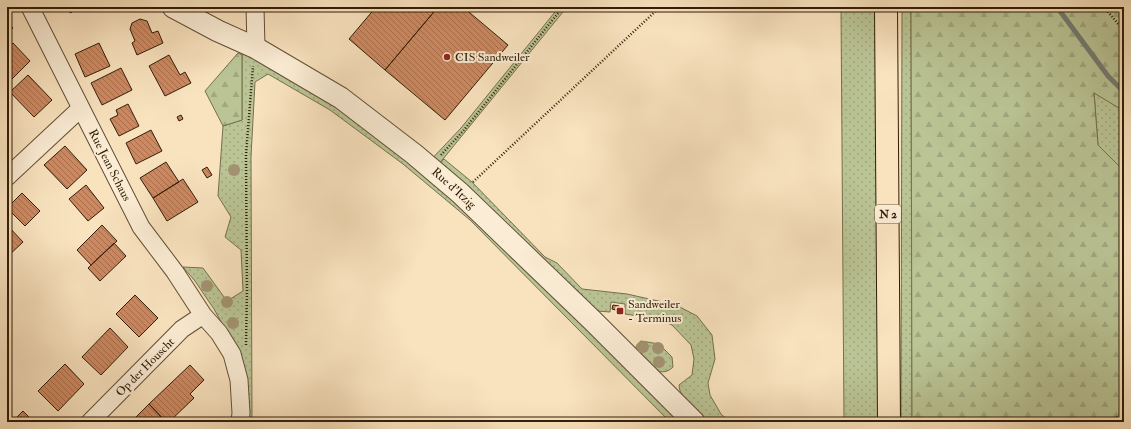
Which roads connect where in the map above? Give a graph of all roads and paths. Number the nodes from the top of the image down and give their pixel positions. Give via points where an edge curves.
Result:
1 (30, 7) edge
2 (173, 7) edge
3 (255, 7) edge
4 (563, 7) edge
5 (660, 7) edge
6 (886, 7) edge
7 (1104, 7) edge
8 (1124, 31) edge
9 (256, 48) junction
10 (81, 108) junction
11 (430, 167) junction
12 (7, 177) edge
13 (460, 193) junction
14 (203, 315) junction
15 (246, 349) dead end
16 (1124, 412) edge
17 (90, 422) edge
18 (230, 422) edge
19 (240, 422) edge
20 (694, 422) edge
21 (889, 422) edge
22 (1109, 422) edge

1 - 10 street, Rue Jean Schaus
2 - 9 street, Rue d'Itzig
3 - 9 street
4 - 11 path via 464,130
5 - 13 path
6 - 21 main road, N 2
7 - 8 path
9 - 11 street, Rue d'Itzig via 341,98
9 - 15 path via 246,155
10 - 12 street
10 - 14 street, Rue Jean Schaus via 141,227
11 - 13 street, Rue d'Itzig
13 - 20 street, Rue d'Itzig
14 - 17 street, Op der Houscht via 182,329
14 - 18 street, Rue Jean Schaus via 222,359 228,386
14 - 19 street, Rue Jean Schaus via 219,333 232,354 239,380
16 - 22 path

### Task requirements:
The listing above should be transcribed word for word, with its pictures left out.

### Exercise output:
Which roads connect where in the map above? Give a graph of all roads and paths. Number the nodes from the top of the image down and give their pixel positions. Give via points where an edge curves.
Result:
1 (30, 7) edge
2 (173, 7) edge
3 (255, 7) edge
4 (563, 7) edge
5 (660, 7) edge
6 (886, 7) edge
7 (1104, 7) edge
8 (1124, 31) edge
9 (256, 48) junction
10 (81, 108) junction
11 (430, 167) junction
12 (7, 177) edge
13 (460, 193) junction
14 (203, 315) junction
15 (246, 349) dead end
16 (1124, 412) edge
17 (90, 422) edge
18 (230, 422) edge
19 (240, 422) edge
20 (694, 422) edge
21 (889, 422) edge
22 (1109, 422) edge

1 - 10 street, Rue Jean Schaus
2 - 9 street, Rue d'Itzig
3 - 9 street
4 - 11 path via 464,130
5 - 13 path
6 - 21 main road, N 2
7 - 8 path
9 - 11 street, Rue d'Itzig via 341,98
9 - 15 path via 246,155
10 - 12 street
10 - 14 street, Rue Jean Schaus via 141,227
11 - 13 street, Rue d'Itzig
13 - 20 street, Rue d'Itzig
14 - 17 street, Op der Houscht via 182,329
14 - 18 street, Rue Jean Schaus via 222,359 228,386
14 - 19 street, Rue Jean Schaus via 219,333 232,354 239,380
16 - 22 path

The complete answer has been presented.